Two studies this fall, one by Pew and another by European election observers, concluded that MSNBC’s coverage of Mitt Romney was even more critical than Fox’s coverage of Mr. Obama. Any comparison of the two channels is colored by charges of false equivalencies -- “I think that we are more information-based,” Ms. Maddow has said -- and reminders that Fox is far more popular.

The Times is constantly checking for signs that the reign of right-wing news is over and that MSNBC (or sometimes CNN) have overtaken Fox among this or that particular viewer segment. Back on June 28, 2008 the Times wrote this headline: "Fox News Finds Its Rivals Closing In." The only problem is, those cable rivals never quite seem to get there.

Jacques Steinberg talked about MSNBC's then-resident ranter and left-wing hero Keith Olbermann on the front of the November 6, 2007 edition: "On some nights recently, Mr. Olbermann has even come tantalizingly close to surpassing the ratings of the host he describes as his nemesis, Bill O'Reilly on Fox News, at least among viewers ages 25 to 54, which is the demographic cable news advertisers prefer."

Right-leaning Fox News didn't get any cheerleading in another story in Monday's Business section, from Stelter colleague David Carr, who delivered backhanded praise for Fox News' election night coverage in his column "For One Night at Fox, News Tops Agenda."

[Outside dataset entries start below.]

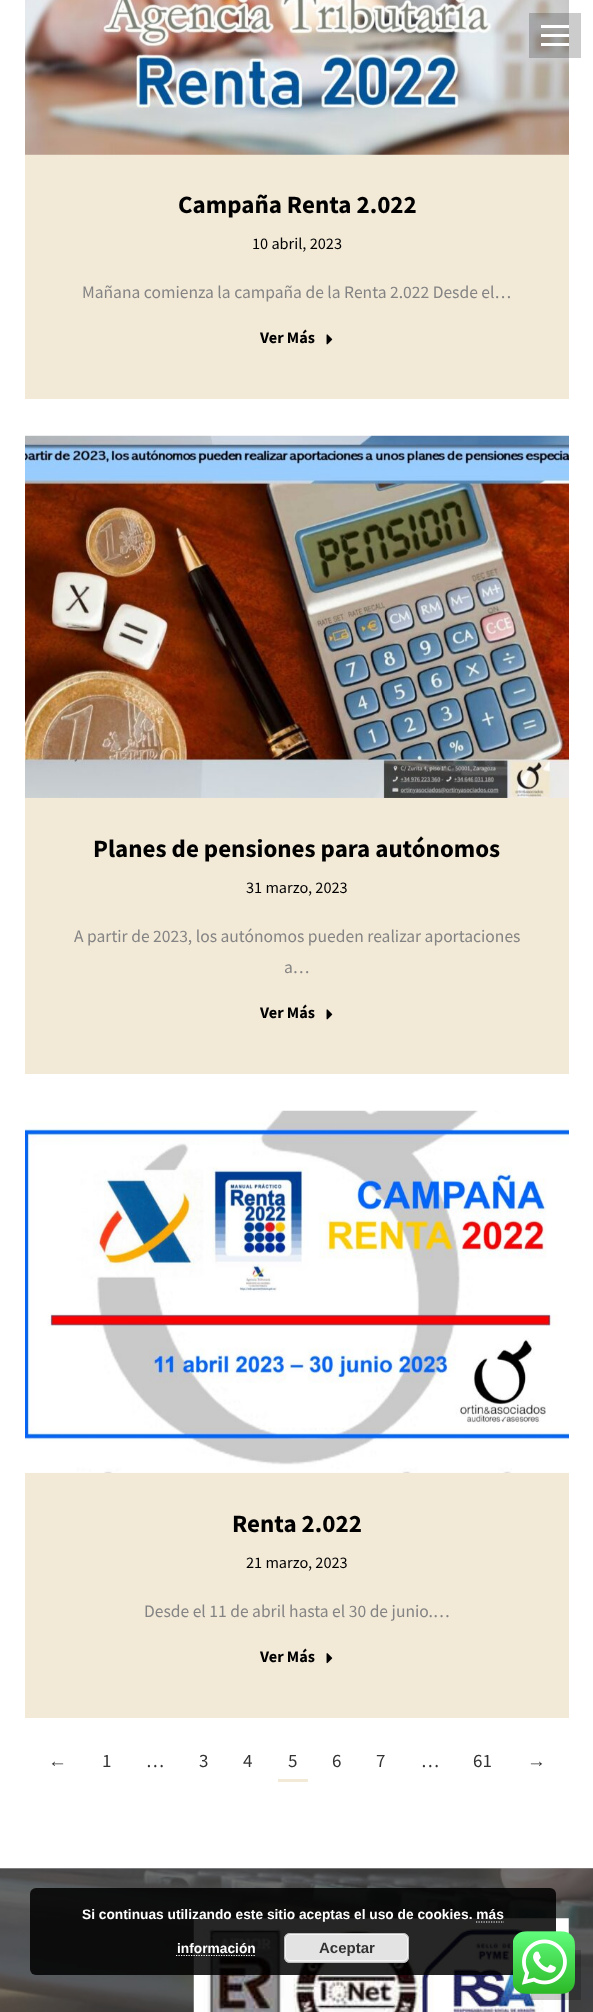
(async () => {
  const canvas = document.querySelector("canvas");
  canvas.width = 593;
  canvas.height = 2012;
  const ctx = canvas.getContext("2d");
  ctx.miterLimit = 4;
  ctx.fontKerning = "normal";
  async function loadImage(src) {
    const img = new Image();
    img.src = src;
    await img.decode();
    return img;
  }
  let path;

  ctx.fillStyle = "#ffffff";
  ctx.fillRect(0, 0, 593, 2012);
  ctx.fillStyle = "#f2e9d7";
  ctx.fillRect(25, 154, 544, 245);
  ctx.drawImage(await loadImage("img/1.png"), 25, 0, 544, 155);
  for (const [x, y, w, h, color] of [
    [529, 13, 52, 45, "rgba(0, 0, 0, 0.2)"],
    [541, 25, 28, 3, "#ffffff"],
    [541, 34, 28, 3, "#ffffff"],
    [541, 43, 28, 3, "#ffffff"],
  ]) {
    ctx.fillStyle = color;
    ctx.fillRect(x, y, w, h);
  }
  ctx.drawImage(await loadImage("img/2.png"), 326, 334, 7, 11);
  ctx.fillStyle = "#f2e9d7";
  ctx.fillRect(25, 797, 544, 277);
  ctx.drawImage(await loadImage("img/3.png"), 25, 435, 544, 363);
  ctx.drawImage(await loadImage("img/2.png"), 326, 1009, 7, 11);
  ctx.fillRect(25, 1472, 544, 246);
  ctx.drawImage(await loadImage("img/4.png"), 25, 1110, 544, 363);
  ctx.drawImage(await loadImage("img/5.png"), 326, 1653, 7, 11);
  ctx.fillRect(278, 1779, 30, 3);
  ctx.drawImage(await loadImage("img/6.png"), 0, 1868, 593, 144);
  ctx.drawImage(await loadImage("img/7.png"), 193, 1918, 376, 94);
  ctx.fillStyle = "rgba(0, 0, 0, 0.2)";
  ctx.fillRect(531, 1950, 50, 50);
  ctx.fillStyle = "rgba(0, 0, 0, 0.85)";
  ctx.beginPath();
  ctx.roundRect(30, 1888, 526, 87, 6);
  ctx.fill();
  path = new Path2D("M476 1922H504");
  ctx.strokeStyle = "#ffffff";
  ctx.lineWidth = 1.2;
  ctx.setLineDash([1.25, 1.25]);
  ctx.stroke(path);
  path = new Path2D("M176 1955.5H255");
  ctx.stroke(path);
  ctx.fillStyle = "#e3e3e3";
  ctx.beginPath();
  ctx.roundRect(284, 1933, 125, 30, 6);
  ctx.fill();
  ctx.beginPath();
  ctx.roundRect(285.5, 1934.5, 122, 26, 4.5);
  ctx.strokeStyle = "#f6f6f6";
  ctx.lineWidth = 1;
  ctx.setLineDash([]);
  ctx.stroke();
  ctx.beginPath();
  ctx.roundRect(284.5, 1933.5, 124, 29, 5.5);
  ctx.strokeStyle = "#bbbbbb";
  ctx.stroke();
  ctx.drawImage(await loadImage("img/8.png"), 513, 1931, 62, 63);
  ctx.font = "bold 25px Source Sans Pro";
  ctx.fillStyle = "#000000";
  ctx.fillText("Campaña Renta 2.022", 178, 213);
  ctx.font = "16.25px Source Sans Pro";
  ctx.fillText("10 abril, 2023", 252, 249);
  ctx.font = "17.5px Source Sans Pro";
  ctx.fillStyle = "#848484";
  ctx.fillText("Mañana comienza la campaña de la Renta 2.022 Desde el…", 82, 298);
  ctx.font = "bold 16.25px Source Sans Pro";
  ctx.fillStyle = "#000000";
  ctx.fillText("Ver Más", 260, 343);
  ctx.font = "bold 25px Source Sans Pro";
  ctx.fillText("Planes de pensiones para autónomos", 93, 857);
  ctx.font = "16.25px Source Sans Pro";
  ctx.fillText("31 marzo, 2023", 246, 893);
  ctx.font = "17.5px Source Sans Pro";
  ctx.fillStyle = "#848484";
  ctx.fillText("A partir de 2023, los autónomos pueden realizar aportaciones", 74, 942);
  ctx.fillText("a…", 284, 973);
  ctx.font = "bold 16.25px Source Sans Pro";
  ctx.fillStyle = "#000000";
  ctx.fillText("Ver Más", 260, 1018);
  ctx.font = "bold 25px Source Sans Pro";
  ctx.fillText("Renta 2.022", 232, 1532);
  ctx.font = "16.25px Source Sans Pro";
  ctx.fillText("21 marzo, 2023", 246, 1568);
  ctx.font = "17.5px Source Sans Pro";
  ctx.fillStyle = "#848484";
  ctx.fillText("Desde el 11 de abril hasta el 30 de junio.…", 144, 1617);
  ctx.font = "bold 16.25px Source Sans Pro";
  ctx.fillStyle = "#000000";
  ctx.fillText("Ver Más", 260, 1662);
  ctx.font = "19px Liberation Sans";
  ctx.fillStyle = "#333333";
  ctx.fillText("←", 48, 1767);
  ctx.font = "19px Source Sans Pro";
  for (const [text, x, y] of [
    ["1", 102, 1767],
    ["…", 146, 1767],
    ["3", 199, 1767],
    ["4", 243, 1767],
    ["5", 288, 1767],
    ["6", 332, 1767],
    ["7", 376, 1767],
    ["…", 421, 1767],
    ["61", 473, 1767],
  ]) {
    ctx.fillText(text, x, y);
  }
  ctx.font = "19px Liberation Sans";
  ctx.fillText("→", 527, 1767);
  ctx.font = "bold 13.75px Liberation Sans";
  ctx.fillStyle = "#ffffff";
  ctx.fillText("Si continuas utilizando este sitio aceptas el uso de cookies. más", 82, 1919);
  ctx.fillText("información", 177, 1953);
  ctx.font = "bold 15px Liberation Sans";
  ctx.fillStyle = "#333333";
  ctx.fillText("Aceptar", 319, 1953);
})();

It has been suggested, here and elsewhere, that Fox News effectively became part of the Republican propaganda apparatus during the presidential campaign by giving pundit slots to many of the Republican candidates and relentlessly advocating for Mitt Romney once he won the nomination.

Over many months, Fox lulled its conservative base with agitprop: that President Obama was a clear failure, that a majority of Americans saw Mr. Romney as a good alternative in hard times, and that polls showing otherwise were politically motivated and not to be believed.

But on Tuesday night, the people in charge of Fox News were confronted with a stark choice after it became clear that Mr. Romney had fallen short: was Fox, first and foremost, a place for advocacy or a place for news?

In this moment, at least, Fox chose news.

....

It was going to be a rough night at Fox News no matter how they played it.

The channel had pushed all its chips into the middle and showed its hand, all but declaring that it would be a big night for Mr. Romney. And in the run-up to the election, the channel tilted the rink in favor of Mr. Romney without compunction, keeping its viewers wrapped in a gauzy bubble of conservative notions about a country that had lost regard for its president.

According to Media Matters, a liberal watchdog group, in the final days of the campaign Fox News ran more than two and a half hours of Mr. Romney’s speeches while giving just 27 minutes to Mr. Obama’s.

As a throwaway, Carr also noted that Fox News "was hardly alone in its partisanship. According to the Pew Research Center’s Project for Excellence in Journalism, 71 percent of MSNBC’s segments about Mr. Romney were negative, while Fox News went negative on the president 46 percent of the time."